= TASK ITEM =
Your task is to retype each line of the data below exactly.

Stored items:
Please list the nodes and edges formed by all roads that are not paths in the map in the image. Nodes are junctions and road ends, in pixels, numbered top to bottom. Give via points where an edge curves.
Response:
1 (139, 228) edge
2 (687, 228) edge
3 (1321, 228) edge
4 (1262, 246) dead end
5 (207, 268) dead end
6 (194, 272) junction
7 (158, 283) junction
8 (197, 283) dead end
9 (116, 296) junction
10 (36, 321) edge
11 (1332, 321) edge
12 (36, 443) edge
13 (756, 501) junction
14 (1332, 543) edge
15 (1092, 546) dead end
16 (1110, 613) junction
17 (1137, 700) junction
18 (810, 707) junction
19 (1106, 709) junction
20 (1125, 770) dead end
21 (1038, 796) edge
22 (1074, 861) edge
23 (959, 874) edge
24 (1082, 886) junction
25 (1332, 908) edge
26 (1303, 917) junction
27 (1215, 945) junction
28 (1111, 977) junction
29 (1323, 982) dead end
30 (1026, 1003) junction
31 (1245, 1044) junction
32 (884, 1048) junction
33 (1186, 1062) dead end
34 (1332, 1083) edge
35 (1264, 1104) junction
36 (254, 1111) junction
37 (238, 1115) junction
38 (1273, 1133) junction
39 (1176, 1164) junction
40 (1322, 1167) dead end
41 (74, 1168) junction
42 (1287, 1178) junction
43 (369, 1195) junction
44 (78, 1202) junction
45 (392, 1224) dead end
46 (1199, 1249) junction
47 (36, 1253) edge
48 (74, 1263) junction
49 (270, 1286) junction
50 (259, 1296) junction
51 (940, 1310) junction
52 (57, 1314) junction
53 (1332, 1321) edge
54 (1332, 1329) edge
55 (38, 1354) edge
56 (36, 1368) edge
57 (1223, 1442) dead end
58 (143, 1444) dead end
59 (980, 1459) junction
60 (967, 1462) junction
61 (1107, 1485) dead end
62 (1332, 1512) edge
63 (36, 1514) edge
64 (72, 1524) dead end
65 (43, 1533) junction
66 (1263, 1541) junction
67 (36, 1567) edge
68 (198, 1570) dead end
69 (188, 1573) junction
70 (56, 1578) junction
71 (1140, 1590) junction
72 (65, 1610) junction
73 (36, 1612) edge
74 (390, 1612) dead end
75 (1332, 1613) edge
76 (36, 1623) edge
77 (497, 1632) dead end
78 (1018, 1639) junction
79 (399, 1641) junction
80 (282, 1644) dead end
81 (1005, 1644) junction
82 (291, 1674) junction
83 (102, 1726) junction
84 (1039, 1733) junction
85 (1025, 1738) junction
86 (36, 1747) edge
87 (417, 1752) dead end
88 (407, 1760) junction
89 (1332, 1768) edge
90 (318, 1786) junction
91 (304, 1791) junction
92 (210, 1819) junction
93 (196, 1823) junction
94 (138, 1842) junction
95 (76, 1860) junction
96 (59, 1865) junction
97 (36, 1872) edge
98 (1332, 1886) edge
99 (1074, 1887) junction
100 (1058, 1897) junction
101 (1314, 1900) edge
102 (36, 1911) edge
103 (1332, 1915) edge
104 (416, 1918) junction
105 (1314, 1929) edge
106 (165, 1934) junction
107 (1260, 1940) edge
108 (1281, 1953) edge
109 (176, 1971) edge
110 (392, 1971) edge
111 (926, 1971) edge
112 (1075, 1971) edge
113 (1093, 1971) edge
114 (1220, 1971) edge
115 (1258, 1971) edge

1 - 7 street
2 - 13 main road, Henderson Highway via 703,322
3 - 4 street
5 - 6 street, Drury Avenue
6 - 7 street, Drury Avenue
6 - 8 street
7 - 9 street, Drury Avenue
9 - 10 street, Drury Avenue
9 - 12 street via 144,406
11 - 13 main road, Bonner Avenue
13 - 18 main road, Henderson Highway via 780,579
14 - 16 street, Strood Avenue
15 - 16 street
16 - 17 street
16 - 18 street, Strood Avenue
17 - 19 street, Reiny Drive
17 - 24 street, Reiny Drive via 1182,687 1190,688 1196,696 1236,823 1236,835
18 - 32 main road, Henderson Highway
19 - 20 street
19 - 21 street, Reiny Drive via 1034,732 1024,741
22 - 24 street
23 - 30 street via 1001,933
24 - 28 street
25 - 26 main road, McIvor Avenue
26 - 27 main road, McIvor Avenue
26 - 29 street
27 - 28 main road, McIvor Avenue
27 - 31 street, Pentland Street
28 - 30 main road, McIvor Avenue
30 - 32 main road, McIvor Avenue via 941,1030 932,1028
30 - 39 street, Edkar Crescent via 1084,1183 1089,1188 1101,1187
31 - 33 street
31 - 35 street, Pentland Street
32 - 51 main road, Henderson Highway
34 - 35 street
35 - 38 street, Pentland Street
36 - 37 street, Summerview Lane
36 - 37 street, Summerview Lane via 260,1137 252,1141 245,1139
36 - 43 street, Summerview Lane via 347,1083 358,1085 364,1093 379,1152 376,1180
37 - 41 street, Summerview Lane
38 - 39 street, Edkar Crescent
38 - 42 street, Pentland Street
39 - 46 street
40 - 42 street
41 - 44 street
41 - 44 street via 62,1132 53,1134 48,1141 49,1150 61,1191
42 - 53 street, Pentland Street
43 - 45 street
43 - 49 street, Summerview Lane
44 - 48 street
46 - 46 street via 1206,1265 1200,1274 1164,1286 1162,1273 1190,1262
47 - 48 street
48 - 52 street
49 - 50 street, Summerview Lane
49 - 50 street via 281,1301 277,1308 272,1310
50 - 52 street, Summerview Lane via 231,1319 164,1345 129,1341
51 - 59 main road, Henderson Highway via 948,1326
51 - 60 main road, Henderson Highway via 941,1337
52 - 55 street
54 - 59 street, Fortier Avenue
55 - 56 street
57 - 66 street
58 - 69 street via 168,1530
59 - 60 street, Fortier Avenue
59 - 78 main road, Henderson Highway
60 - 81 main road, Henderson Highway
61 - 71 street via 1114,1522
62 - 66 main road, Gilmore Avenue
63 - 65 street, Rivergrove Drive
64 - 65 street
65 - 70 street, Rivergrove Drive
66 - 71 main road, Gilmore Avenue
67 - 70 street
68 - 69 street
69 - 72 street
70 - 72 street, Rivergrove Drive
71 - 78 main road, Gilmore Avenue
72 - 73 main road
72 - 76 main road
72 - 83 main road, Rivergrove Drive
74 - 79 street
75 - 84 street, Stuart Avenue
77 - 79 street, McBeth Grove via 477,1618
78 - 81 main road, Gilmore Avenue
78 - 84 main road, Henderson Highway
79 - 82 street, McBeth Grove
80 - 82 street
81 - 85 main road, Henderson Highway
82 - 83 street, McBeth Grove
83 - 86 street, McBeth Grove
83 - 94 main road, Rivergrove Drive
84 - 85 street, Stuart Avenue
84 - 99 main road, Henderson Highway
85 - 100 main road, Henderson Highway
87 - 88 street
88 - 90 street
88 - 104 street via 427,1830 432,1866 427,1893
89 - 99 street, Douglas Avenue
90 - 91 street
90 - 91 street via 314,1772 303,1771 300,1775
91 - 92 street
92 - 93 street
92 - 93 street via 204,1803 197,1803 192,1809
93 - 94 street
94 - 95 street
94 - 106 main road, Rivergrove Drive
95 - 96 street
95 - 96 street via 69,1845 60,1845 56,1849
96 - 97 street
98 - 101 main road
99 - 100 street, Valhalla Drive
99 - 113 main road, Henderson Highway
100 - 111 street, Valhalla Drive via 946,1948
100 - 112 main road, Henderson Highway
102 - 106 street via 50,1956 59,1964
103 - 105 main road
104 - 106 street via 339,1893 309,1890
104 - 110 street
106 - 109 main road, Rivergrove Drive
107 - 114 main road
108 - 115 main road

= WORKED SOLUTION =
Please list the nodes and edges formed by all roads that are not paths in the map in the image. Nodes are junctions and road ends, in pixels, numbered top to bottom. Give via points where an edge curves.
Response:
1 (139, 228) edge
2 (687, 228) edge
3 (1321, 228) edge
4 (1262, 246) dead end
5 (207, 268) dead end
6 (194, 272) junction
7 (158, 283) junction
8 (197, 283) dead end
9 (116, 296) junction
10 (36, 321) edge
11 (1332, 321) edge
12 (36, 443) edge
13 (756, 501) junction
14 (1332, 543) edge
15 (1092, 546) dead end
16 (1110, 613) junction
17 (1137, 700) junction
18 (810, 707) junction
19 (1106, 709) junction
20 (1125, 770) dead end
21 (1038, 796) edge
22 (1074, 861) edge
23 (959, 874) edge
24 (1082, 886) junction
25 (1332, 908) edge
26 (1303, 917) junction
27 (1215, 945) junction
28 (1111, 977) junction
29 (1323, 982) dead end
30 (1026, 1003) junction
31 (1245, 1044) junction
32 (884, 1048) junction
33 (1186, 1062) dead end
34 (1332, 1083) edge
35 (1264, 1104) junction
36 (254, 1111) junction
37 (238, 1115) junction
38 (1273, 1133) junction
39 (1176, 1164) junction
40 (1322, 1167) dead end
41 (74, 1168) junction
42 (1287, 1178) junction
43 (369, 1195) junction
44 (78, 1202) junction
45 (392, 1224) dead end
46 (1199, 1249) junction
47 (36, 1253) edge
48 (74, 1263) junction
49 (270, 1286) junction
50 (259, 1296) junction
51 (940, 1310) junction
52 (57, 1314) junction
53 (1332, 1321) edge
54 (1332, 1329) edge
55 (38, 1354) edge
56 (36, 1368) edge
57 (1223, 1442) dead end
58 (143, 1444) dead end
59 (980, 1459) junction
60 (967, 1462) junction
61 (1107, 1485) dead end
62 (1332, 1512) edge
63 (36, 1514) edge
64 (72, 1524) dead end
65 (43, 1533) junction
66 (1263, 1541) junction
67 (36, 1567) edge
68 (198, 1570) dead end
69 (188, 1573) junction
70 (56, 1578) junction
71 (1140, 1590) junction
72 (65, 1610) junction
73 (36, 1612) edge
74 (390, 1612) dead end
75 (1332, 1613) edge
76 (36, 1623) edge
77 (497, 1632) dead end
78 (1018, 1639) junction
79 (399, 1641) junction
80 (282, 1644) dead end
81 (1005, 1644) junction
82 (291, 1674) junction
83 (102, 1726) junction
84 (1039, 1733) junction
85 (1025, 1738) junction
86 (36, 1747) edge
87 (417, 1752) dead end
88 (407, 1760) junction
89 (1332, 1768) edge
90 (318, 1786) junction
91 (304, 1791) junction
92 (210, 1819) junction
93 (196, 1823) junction
94 (138, 1842) junction
95 (76, 1860) junction
96 (59, 1865) junction
97 (36, 1872) edge
98 (1332, 1886) edge
99 (1074, 1887) junction
100 (1058, 1897) junction
101 (1314, 1900) edge
102 (36, 1911) edge
103 (1332, 1915) edge
104 (416, 1918) junction
105 (1314, 1929) edge
106 (165, 1934) junction
107 (1260, 1940) edge
108 (1281, 1953) edge
109 (176, 1971) edge
110 (392, 1971) edge
111 (926, 1971) edge
112 (1075, 1971) edge
113 (1093, 1971) edge
114 (1220, 1971) edge
115 (1258, 1971) edge

1 - 7 street
2 - 13 main road, Henderson Highway via 703,322
3 - 4 street
5 - 6 street, Drury Avenue
6 - 7 street, Drury Avenue
6 - 8 street
7 - 9 street, Drury Avenue
9 - 10 street, Drury Avenue
9 - 12 street via 144,406
11 - 13 main road, Bonner Avenue
13 - 18 main road, Henderson Highway via 780,579
14 - 16 street, Strood Avenue
15 - 16 street
16 - 17 street
16 - 18 street, Strood Avenue
17 - 19 street, Reiny Drive
17 - 24 street, Reiny Drive via 1182,687 1190,688 1196,696 1236,823 1236,835
18 - 32 main road, Henderson Highway
19 - 20 street
19 - 21 street, Reiny Drive via 1034,732 1024,741
22 - 24 street
23 - 30 street via 1001,933
24 - 28 street
25 - 26 main road, McIvor Avenue
26 - 27 main road, McIvor Avenue
26 - 29 street
27 - 28 main road, McIvor Avenue
27 - 31 street, Pentland Street
28 - 30 main road, McIvor Avenue
30 - 32 main road, McIvor Avenue via 941,1030 932,1028
30 - 39 street, Edkar Crescent via 1084,1183 1089,1188 1101,1187
31 - 33 street
31 - 35 street, Pentland Street
32 - 51 main road, Henderson Highway
34 - 35 street
35 - 38 street, Pentland Street
36 - 37 street, Summerview Lane
36 - 37 street, Summerview Lane via 260,1137 252,1141 245,1139
36 - 43 street, Summerview Lane via 347,1083 358,1085 364,1093 379,1152 376,1180
37 - 41 street, Summerview Lane
38 - 39 street, Edkar Crescent
38 - 42 street, Pentland Street
39 - 46 street
40 - 42 street
41 - 44 street
41 - 44 street via 62,1132 53,1134 48,1141 49,1150 61,1191
42 - 53 street, Pentland Street
43 - 45 street
43 - 49 street, Summerview Lane
44 - 48 street
46 - 46 street via 1206,1265 1200,1274 1164,1286 1162,1273 1190,1262
47 - 48 street
48 - 52 street
49 - 50 street, Summerview Lane
49 - 50 street via 281,1301 277,1308 272,1310
50 - 52 street, Summerview Lane via 231,1319 164,1345 129,1341
51 - 59 main road, Henderson Highway via 948,1326
51 - 60 main road, Henderson Highway via 941,1337
52 - 55 street
54 - 59 street, Fortier Avenue
55 - 56 street
57 - 66 street
58 - 69 street via 168,1530
59 - 60 street, Fortier Avenue
59 - 78 main road, Henderson Highway
60 - 81 main road, Henderson Highway
61 - 71 street via 1114,1522
62 - 66 main road, Gilmore Avenue
63 - 65 street, Rivergrove Drive
64 - 65 street
65 - 70 street, Rivergrove Drive
66 - 71 main road, Gilmore Avenue
67 - 70 street
68 - 69 street
69 - 72 street
70 - 72 street, Rivergrove Drive
71 - 78 main road, Gilmore Avenue
72 - 73 main road
72 - 76 main road
72 - 83 main road, Rivergrove Drive
74 - 79 street
75 - 84 street, Stuart Avenue
77 - 79 street, McBeth Grove via 477,1618
78 - 81 main road, Gilmore Avenue
78 - 84 main road, Henderson Highway
79 - 82 street, McBeth Grove
80 - 82 street
81 - 85 main road, Henderson Highway
82 - 83 street, McBeth Grove
83 - 86 street, McBeth Grove
83 - 94 main road, Rivergrove Drive
84 - 85 street, Stuart Avenue
84 - 99 main road, Henderson Highway
85 - 100 main road, Henderson Highway
87 - 88 street
88 - 90 street
88 - 104 street via 427,1830 432,1866 427,1893
89 - 99 street, Douglas Avenue
90 - 91 street
90 - 91 street via 314,1772 303,1771 300,1775
91 - 92 street
92 - 93 street
92 - 93 street via 204,1803 197,1803 192,1809
93 - 94 street
94 - 95 street
94 - 106 main road, Rivergrove Drive
95 - 96 street
95 - 96 street via 69,1845 60,1845 56,1849
96 - 97 street
98 - 101 main road
99 - 100 street, Valhalla Drive
99 - 113 main road, Henderson Highway
100 - 111 street, Valhalla Drive via 946,1948
100 - 112 main road, Henderson Highway
102 - 106 street via 50,1956 59,1964
103 - 105 main road
104 - 106 street via 339,1893 309,1890
104 - 110 street
106 - 109 main road, Rivergrove Drive
107 - 114 main road
108 - 115 main road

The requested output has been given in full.